PROVIDED RECORDS »

+-------+

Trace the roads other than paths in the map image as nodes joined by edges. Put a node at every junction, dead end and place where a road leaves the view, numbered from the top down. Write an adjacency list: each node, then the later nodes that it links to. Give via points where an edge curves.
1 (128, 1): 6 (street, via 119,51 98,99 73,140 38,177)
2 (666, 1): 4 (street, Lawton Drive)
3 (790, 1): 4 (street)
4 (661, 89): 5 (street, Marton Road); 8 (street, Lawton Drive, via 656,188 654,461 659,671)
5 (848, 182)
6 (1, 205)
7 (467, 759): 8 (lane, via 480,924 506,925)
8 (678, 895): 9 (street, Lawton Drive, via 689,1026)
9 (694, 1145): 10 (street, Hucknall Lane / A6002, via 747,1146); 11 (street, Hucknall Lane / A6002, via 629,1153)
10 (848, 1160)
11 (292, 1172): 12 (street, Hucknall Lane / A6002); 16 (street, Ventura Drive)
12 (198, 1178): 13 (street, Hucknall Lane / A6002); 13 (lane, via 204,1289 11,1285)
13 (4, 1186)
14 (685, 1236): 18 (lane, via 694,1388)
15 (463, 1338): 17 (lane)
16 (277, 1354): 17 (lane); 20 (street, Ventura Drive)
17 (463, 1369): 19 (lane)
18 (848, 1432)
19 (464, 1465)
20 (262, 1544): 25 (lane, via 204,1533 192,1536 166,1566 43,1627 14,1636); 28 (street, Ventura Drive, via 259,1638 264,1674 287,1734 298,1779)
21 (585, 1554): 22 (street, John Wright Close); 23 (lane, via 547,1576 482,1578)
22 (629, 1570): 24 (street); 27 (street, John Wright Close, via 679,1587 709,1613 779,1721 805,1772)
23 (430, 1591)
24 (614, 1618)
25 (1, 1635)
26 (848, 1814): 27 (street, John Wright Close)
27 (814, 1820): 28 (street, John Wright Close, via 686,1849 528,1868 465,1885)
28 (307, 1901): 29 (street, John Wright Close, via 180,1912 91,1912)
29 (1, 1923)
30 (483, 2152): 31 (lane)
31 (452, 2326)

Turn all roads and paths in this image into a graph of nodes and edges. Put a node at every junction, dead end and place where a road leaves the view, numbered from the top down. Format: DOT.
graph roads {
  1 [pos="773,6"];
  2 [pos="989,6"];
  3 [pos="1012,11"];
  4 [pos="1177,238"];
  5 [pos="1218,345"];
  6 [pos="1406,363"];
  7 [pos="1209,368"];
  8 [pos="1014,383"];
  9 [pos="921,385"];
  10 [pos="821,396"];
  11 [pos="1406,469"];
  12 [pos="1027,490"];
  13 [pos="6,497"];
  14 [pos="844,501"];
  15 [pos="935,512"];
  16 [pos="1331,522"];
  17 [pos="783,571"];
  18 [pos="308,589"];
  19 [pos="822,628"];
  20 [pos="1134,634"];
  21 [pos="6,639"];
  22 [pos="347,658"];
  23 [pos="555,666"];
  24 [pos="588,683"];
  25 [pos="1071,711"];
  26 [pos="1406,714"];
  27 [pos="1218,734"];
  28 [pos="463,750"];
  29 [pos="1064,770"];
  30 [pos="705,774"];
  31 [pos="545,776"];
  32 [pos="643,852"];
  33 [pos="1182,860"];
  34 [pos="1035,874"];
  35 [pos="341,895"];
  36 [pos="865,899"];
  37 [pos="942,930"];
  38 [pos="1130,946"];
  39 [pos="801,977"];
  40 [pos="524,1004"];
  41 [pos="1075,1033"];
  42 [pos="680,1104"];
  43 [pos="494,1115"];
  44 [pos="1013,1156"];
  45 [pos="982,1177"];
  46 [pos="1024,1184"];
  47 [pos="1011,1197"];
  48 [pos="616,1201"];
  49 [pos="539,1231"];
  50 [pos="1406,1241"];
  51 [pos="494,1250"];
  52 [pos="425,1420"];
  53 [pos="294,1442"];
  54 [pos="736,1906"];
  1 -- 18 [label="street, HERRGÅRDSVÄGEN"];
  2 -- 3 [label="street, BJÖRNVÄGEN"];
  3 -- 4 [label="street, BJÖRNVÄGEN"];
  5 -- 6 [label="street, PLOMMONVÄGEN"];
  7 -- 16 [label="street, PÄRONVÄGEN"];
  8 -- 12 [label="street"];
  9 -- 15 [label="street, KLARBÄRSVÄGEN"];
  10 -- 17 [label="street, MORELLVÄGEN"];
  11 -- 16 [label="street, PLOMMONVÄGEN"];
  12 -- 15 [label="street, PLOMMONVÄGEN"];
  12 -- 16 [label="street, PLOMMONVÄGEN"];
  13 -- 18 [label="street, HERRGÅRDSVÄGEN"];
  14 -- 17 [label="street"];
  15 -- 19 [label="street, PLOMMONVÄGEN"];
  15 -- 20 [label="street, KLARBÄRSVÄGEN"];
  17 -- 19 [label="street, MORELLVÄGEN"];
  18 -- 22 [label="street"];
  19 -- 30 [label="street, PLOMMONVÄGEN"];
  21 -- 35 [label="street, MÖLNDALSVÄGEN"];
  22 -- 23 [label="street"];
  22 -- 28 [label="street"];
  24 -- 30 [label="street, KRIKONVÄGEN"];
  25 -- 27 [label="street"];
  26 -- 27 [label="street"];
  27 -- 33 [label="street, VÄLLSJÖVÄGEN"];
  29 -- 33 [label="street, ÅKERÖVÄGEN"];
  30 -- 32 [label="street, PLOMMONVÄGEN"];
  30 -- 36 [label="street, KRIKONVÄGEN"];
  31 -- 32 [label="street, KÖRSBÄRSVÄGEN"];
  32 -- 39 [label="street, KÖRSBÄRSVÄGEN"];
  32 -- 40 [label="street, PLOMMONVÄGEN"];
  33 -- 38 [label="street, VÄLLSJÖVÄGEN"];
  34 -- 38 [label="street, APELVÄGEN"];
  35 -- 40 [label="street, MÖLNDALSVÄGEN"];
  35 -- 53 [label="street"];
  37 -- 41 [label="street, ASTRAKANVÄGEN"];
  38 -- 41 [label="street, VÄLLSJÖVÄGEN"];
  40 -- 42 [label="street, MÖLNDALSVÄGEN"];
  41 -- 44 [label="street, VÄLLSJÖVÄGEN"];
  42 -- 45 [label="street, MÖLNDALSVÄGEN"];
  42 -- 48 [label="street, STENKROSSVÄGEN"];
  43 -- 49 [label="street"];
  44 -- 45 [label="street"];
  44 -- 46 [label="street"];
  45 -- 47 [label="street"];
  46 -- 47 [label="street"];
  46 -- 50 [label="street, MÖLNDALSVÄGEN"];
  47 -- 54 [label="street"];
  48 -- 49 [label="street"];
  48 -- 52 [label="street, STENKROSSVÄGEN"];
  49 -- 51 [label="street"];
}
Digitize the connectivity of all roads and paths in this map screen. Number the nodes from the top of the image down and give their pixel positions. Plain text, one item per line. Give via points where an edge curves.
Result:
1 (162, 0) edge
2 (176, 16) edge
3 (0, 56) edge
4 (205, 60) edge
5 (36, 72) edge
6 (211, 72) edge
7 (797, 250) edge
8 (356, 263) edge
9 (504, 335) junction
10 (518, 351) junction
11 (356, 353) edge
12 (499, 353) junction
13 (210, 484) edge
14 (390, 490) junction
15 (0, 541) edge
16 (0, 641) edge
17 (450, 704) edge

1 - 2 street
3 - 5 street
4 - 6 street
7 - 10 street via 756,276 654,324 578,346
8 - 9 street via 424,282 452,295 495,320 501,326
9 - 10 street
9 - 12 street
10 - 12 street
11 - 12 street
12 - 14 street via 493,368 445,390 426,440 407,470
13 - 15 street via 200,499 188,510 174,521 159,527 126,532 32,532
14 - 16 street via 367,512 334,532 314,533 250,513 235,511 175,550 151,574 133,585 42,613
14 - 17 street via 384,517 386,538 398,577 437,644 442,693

+-------+

What you return must match the listing above exactly, with every line included.

ANSWER TO THIS PROBLEM »
Trace the roads other than paths in the map image as nodes joined by edges. Put a node at every junction, dead end and place where a road leaves the view, numbered from the top down. Write an adjacency list: each node, then the later nodes that it links to. Give via points where an edge curves.
1 (128, 1): 6 (street, via 119,51 98,99 73,140 38,177)
2 (666, 1): 4 (street, Lawton Drive)
3 (790, 1): 4 (street)
4 (661, 89): 5 (street, Marton Road); 8 (street, Lawton Drive, via 656,188 654,461 659,671)
5 (848, 182)
6 (1, 205)
7 (467, 759): 8 (lane, via 480,924 506,925)
8 (678, 895): 9 (street, Lawton Drive, via 689,1026)
9 (694, 1145): 10 (street, Hucknall Lane / A6002, via 747,1146); 11 (street, Hucknall Lane / A6002, via 629,1153)
10 (848, 1160)
11 (292, 1172): 12 (street, Hucknall Lane / A6002); 16 (street, Ventura Drive)
12 (198, 1178): 13 (street, Hucknall Lane / A6002); 13 (lane, via 204,1289 11,1285)
13 (4, 1186)
14 (685, 1236): 18 (lane, via 694,1388)
15 (463, 1338): 17 (lane)
16 (277, 1354): 17 (lane); 20 (street, Ventura Drive)
17 (463, 1369): 19 (lane)
18 (848, 1432)
19 (464, 1465)
20 (262, 1544): 25 (lane, via 204,1533 192,1536 166,1566 43,1627 14,1636); 28 (street, Ventura Drive, via 259,1638 264,1674 287,1734 298,1779)
21 (585, 1554): 22 (street, John Wright Close); 23 (lane, via 547,1576 482,1578)
22 (629, 1570): 24 (street); 27 (street, John Wright Close, via 679,1587 709,1613 779,1721 805,1772)
23 (430, 1591)
24 (614, 1618)
25 (1, 1635)
26 (848, 1814): 27 (street, John Wright Close)
27 (814, 1820): 28 (street, John Wright Close, via 686,1849 528,1868 465,1885)
28 (307, 1901): 29 (street, John Wright Close, via 180,1912 91,1912)
29 (1, 1923)
30 (483, 2152): 31 (lane)
31 (452, 2326)

Turn all roads and paths in this image into a graph of nodes and edges. Put a node at every junction, dead end and place where a road leaves the view, numbered from the top down. Format: DOT.
graph roads {
  1 [pos="773,6"];
  2 [pos="989,6"];
  3 [pos="1012,11"];
  4 [pos="1177,238"];
  5 [pos="1218,345"];
  6 [pos="1406,363"];
  7 [pos="1209,368"];
  8 [pos="1014,383"];
  9 [pos="921,385"];
  10 [pos="821,396"];
  11 [pos="1406,469"];
  12 [pos="1027,490"];
  13 [pos="6,497"];
  14 [pos="844,501"];
  15 [pos="935,512"];
  16 [pos="1331,522"];
  17 [pos="783,571"];
  18 [pos="308,589"];
  19 [pos="822,628"];
  20 [pos="1134,634"];
  21 [pos="6,639"];
  22 [pos="347,658"];
  23 [pos="555,666"];
  24 [pos="588,683"];
  25 [pos="1071,711"];
  26 [pos="1406,714"];
  27 [pos="1218,734"];
  28 [pos="463,750"];
  29 [pos="1064,770"];
  30 [pos="705,774"];
  31 [pos="545,776"];
  32 [pos="643,852"];
  33 [pos="1182,860"];
  34 [pos="1035,874"];
  35 [pos="341,895"];
  36 [pos="865,899"];
  37 [pos="942,930"];
  38 [pos="1130,946"];
  39 [pos="801,977"];
  40 [pos="524,1004"];
  41 [pos="1075,1033"];
  42 [pos="680,1104"];
  43 [pos="494,1115"];
  44 [pos="1013,1156"];
  45 [pos="982,1177"];
  46 [pos="1024,1184"];
  47 [pos="1011,1197"];
  48 [pos="616,1201"];
  49 [pos="539,1231"];
  50 [pos="1406,1241"];
  51 [pos="494,1250"];
  52 [pos="425,1420"];
  53 [pos="294,1442"];
  54 [pos="736,1906"];
  1 -- 18 [label="street, HERRGÅRDSVÄGEN"];
  2 -- 3 [label="street, BJÖRNVÄGEN"];
  3 -- 4 [label="street, BJÖRNVÄGEN"];
  5 -- 6 [label="street, PLOMMONVÄGEN"];
  7 -- 16 [label="street, PÄRONVÄGEN"];
  8 -- 12 [label="street"];
  9 -- 15 [label="street, KLARBÄRSVÄGEN"];
  10 -- 17 [label="street, MORELLVÄGEN"];
  11 -- 16 [label="street, PLOMMONVÄGEN"];
  12 -- 15 [label="street, PLOMMONVÄGEN"];
  12 -- 16 [label="street, PLOMMONVÄGEN"];
  13 -- 18 [label="street, HERRGÅRDSVÄGEN"];
  14 -- 17 [label="street"];
  15 -- 19 [label="street, PLOMMONVÄGEN"];
  15 -- 20 [label="street, KLARBÄRSVÄGEN"];
  17 -- 19 [label="street, MORELLVÄGEN"];
  18 -- 22 [label="street"];
  19 -- 30 [label="street, PLOMMONVÄGEN"];
  21 -- 35 [label="street, MÖLNDALSVÄGEN"];
  22 -- 23 [label="street"];
  22 -- 28 [label="street"];
  24 -- 30 [label="street, KRIKONVÄGEN"];
  25 -- 27 [label="street"];
  26 -- 27 [label="street"];
  27 -- 33 [label="street, VÄLLSJÖVÄGEN"];
  29 -- 33 [label="street, ÅKERÖVÄGEN"];
  30 -- 32 [label="street, PLOMMONVÄGEN"];
  30 -- 36 [label="street, KRIKONVÄGEN"];
  31 -- 32 [label="street, KÖRSBÄRSVÄGEN"];
  32 -- 39 [label="street, KÖRSBÄRSVÄGEN"];
  32 -- 40 [label="street, PLOMMONVÄGEN"];
  33 -- 38 [label="street, VÄLLSJÖVÄGEN"];
  34 -- 38 [label="street, APELVÄGEN"];
  35 -- 40 [label="street, MÖLNDALSVÄGEN"];
  35 -- 53 [label="street"];
  37 -- 41 [label="street, ASTRAKANVÄGEN"];
  38 -- 41 [label="street, VÄLLSJÖVÄGEN"];
  40 -- 42 [label="street, MÖLNDALSVÄGEN"];
  41 -- 44 [label="street, VÄLLSJÖVÄGEN"];
  42 -- 45 [label="street, MÖLNDALSVÄGEN"];
  42 -- 48 [label="street, STENKROSSVÄGEN"];
  43 -- 49 [label="street"];
  44 -- 45 [label="street"];
  44 -- 46 [label="street"];
  45 -- 47 [label="street"];
  46 -- 47 [label="street"];
  46 -- 50 [label="street, MÖLNDALSVÄGEN"];
  47 -- 54 [label="street"];
  48 -- 49 [label="street"];
  48 -- 52 [label="street, STENKROSSVÄGEN"];
  49 -- 51 [label="street"];
}
Digitize the connectivity of all roads and paths in this map screen. Number the nodes from the top of the image down and give their pixel positions. Plain text, one item per line. Give via points where an edge curves.
Result:
1 (162, 0) edge
2 (176, 16) edge
3 (0, 56) edge
4 (205, 60) edge
5 (36, 72) edge
6 (211, 72) edge
7 (797, 250) edge
8 (356, 263) edge
9 (504, 335) junction
10 (518, 351) junction
11 (356, 353) edge
12 (499, 353) junction
13 (210, 484) edge
14 (390, 490) junction
15 (0, 541) edge
16 (0, 641) edge
17 (450, 704) edge

1 - 2 street
3 - 5 street
4 - 6 street
7 - 10 street via 756,276 654,324 578,346
8 - 9 street via 424,282 452,295 495,320 501,326
9 - 10 street
9 - 12 street
10 - 12 street
11 - 12 street
12 - 14 street via 493,368 445,390 426,440 407,470
13 - 15 street via 200,499 188,510 174,521 159,527 126,532 32,532
14 - 16 street via 367,512 334,532 314,533 250,513 235,511 175,550 151,574 133,585 42,613
14 - 17 street via 384,517 386,538 398,577 437,644 442,693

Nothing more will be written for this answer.